# 11 pro 256 Go ou 11 pro Max 64 Go



## PPBoyington (9 Janvier 2020)

Bonjour j'ai actuellement un iPhone 5 depuis très longtemps et eu plusieurs 6 qui sont passés maintenant à mes enfants et je souhaite changer pour un 11 pro. Mais j’hésite entre deux modèles qui ont un tarif assez proche le 11 pro 256 Go et le 11 pro Max 64 Go. Lors de l'utilisation, cela devrait me décider sur celui qui me conviendrait le plus, mais tant qu'on ne l'a pas on ne l'utilise pas !


Ce que j'ai pu constater en magasin c'est que le 11 pro Max est "assez lourd". Il me paraissait très grand seul, mais en magasin, vu le nombre de grand téléphone il ne choque pas en visu.
J'ai peur du peu de mémoire (64 Go) car vu apparemment les bonnes qualités photo et vidéo, il risque d'être plein rapidement ? !
Au fait quelles sont les tailles de photo en définition max sur les 11 pro ?
Pas facile de le glisser complètement dans une poche de pantalon ou dans certain blouson ?! Quels sont vos retour d'expériences notamment les blousons motos ?

Concernant le 11 Pro, je trouve la taille parfaite au premier abord, mais j'ai peur de le trouver trop petit sur le long terme (la presbytie est déjà là !). Par contre sa capacité importante 256 Go me semble très bonne surtout sur le long terme.
Les qualités photo et vidéo sont exactement les mêmes que le 11 pro Max seul l'autonomie est "plus petite", mais 18 ou 20 heures annoncées c'est déjà beaucoup quand on a l'habitude des iPhone.

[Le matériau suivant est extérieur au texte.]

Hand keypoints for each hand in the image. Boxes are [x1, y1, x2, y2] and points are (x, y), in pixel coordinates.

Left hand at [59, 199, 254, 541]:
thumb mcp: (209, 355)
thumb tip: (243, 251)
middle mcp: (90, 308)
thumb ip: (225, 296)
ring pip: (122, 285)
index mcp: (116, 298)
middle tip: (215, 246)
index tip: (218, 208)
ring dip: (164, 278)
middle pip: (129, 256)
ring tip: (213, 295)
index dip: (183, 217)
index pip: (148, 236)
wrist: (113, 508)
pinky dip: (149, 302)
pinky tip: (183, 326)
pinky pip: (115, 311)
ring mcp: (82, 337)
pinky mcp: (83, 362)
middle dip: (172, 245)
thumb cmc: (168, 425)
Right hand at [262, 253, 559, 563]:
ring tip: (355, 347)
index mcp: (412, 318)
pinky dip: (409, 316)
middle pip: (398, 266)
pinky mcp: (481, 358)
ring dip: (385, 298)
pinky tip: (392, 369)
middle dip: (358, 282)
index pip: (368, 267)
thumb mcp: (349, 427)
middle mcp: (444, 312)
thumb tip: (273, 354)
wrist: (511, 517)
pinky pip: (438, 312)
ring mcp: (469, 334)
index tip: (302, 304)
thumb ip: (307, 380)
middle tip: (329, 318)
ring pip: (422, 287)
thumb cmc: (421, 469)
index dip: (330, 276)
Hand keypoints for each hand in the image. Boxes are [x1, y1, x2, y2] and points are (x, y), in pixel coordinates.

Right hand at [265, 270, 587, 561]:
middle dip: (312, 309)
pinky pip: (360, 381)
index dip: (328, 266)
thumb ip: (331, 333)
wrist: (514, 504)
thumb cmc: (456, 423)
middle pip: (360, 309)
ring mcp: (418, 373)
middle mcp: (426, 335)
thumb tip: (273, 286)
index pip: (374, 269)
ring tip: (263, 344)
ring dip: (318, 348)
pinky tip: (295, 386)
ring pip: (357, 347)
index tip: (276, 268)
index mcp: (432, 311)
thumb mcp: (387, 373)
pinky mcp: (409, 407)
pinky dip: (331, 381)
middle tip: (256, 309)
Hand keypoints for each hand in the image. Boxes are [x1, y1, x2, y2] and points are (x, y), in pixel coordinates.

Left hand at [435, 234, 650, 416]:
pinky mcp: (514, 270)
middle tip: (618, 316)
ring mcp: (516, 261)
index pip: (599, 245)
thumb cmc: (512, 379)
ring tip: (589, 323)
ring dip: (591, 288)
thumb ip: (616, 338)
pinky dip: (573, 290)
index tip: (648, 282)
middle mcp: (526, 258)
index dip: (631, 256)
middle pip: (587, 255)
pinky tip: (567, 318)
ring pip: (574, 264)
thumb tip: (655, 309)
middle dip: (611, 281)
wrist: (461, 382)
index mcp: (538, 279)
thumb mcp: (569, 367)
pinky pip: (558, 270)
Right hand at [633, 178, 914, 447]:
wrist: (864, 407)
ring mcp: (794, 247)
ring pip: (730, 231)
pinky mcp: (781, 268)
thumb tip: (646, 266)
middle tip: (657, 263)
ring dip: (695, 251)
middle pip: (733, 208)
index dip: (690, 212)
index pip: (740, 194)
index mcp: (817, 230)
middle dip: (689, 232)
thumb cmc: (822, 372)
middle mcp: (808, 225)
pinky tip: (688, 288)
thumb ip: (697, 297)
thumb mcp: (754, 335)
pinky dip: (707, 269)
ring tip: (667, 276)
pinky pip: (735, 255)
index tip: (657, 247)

Merci de vos observations éventuelles ainsi que de vos arguments afin de mieux guider mon choix.


----------



## Jura39 (9 Janvier 2020)

Bonsoir

J'ai longtemps hésité , et sortant d'un iPhone X j'ai acheté le 11 Pro max et je ne regrette pas sa taille

Je le trouvais lourd au départ , mais apres un ou deux jours , je n'ai plus pensé a cela et maintenant je pense que j'ai l'iPhone dans ma poche


----------



## lostOzone (10 Janvier 2020)

Ca a été l'inverse pour moi. J'en avais marre du poids de mon XS Max. En ajouter c'était trop pour moi. Donc j'ai pris un 11 Pro. 
Le 11 Pro fait 188g le Max 226g 38g de différence. Le problème majeur pour moi c'était la largeur. Donc la prise en main. 
Maintenant j'utilise un Fold a 276g sans problème. Comme quoi le poids ne dit pas tout. Mais au début le poids de mon Xs Max ne me posait pas de problème. 
Le plus simple c'est de prendre le Max et de changer avec la rétractation si nécessaire. Ou l'inverse. 
Sinon la plupart des photos faites avec le 11 Pro sont assez petites entre 3 et 6 Mo. La plupart autour de 4 Mo. Par contre je ne me souviens pas de réglages mais elles sont en 12 MP. Ca doit être la magie du HEIC.
Pour la rétractation c'est site internet ou boutique qui a une politique d'échange. Comme un Apple Store.


----------



## Jura39 (10 Janvier 2020)

Pour ma part , revenir sur un iPhone plus petit serait très difficile , cet iPhone 11 Pro max est génial


----------



## Gwen (10 Janvier 2020)

Jamais un max, c'est bien trop grand dans la poche et inutilisable à une main.


----------



## Jura39 (10 Janvier 2020)

gwen a dit:


> Jamais un max, c'est bien trop grand dans la poche et inutilisable à une main.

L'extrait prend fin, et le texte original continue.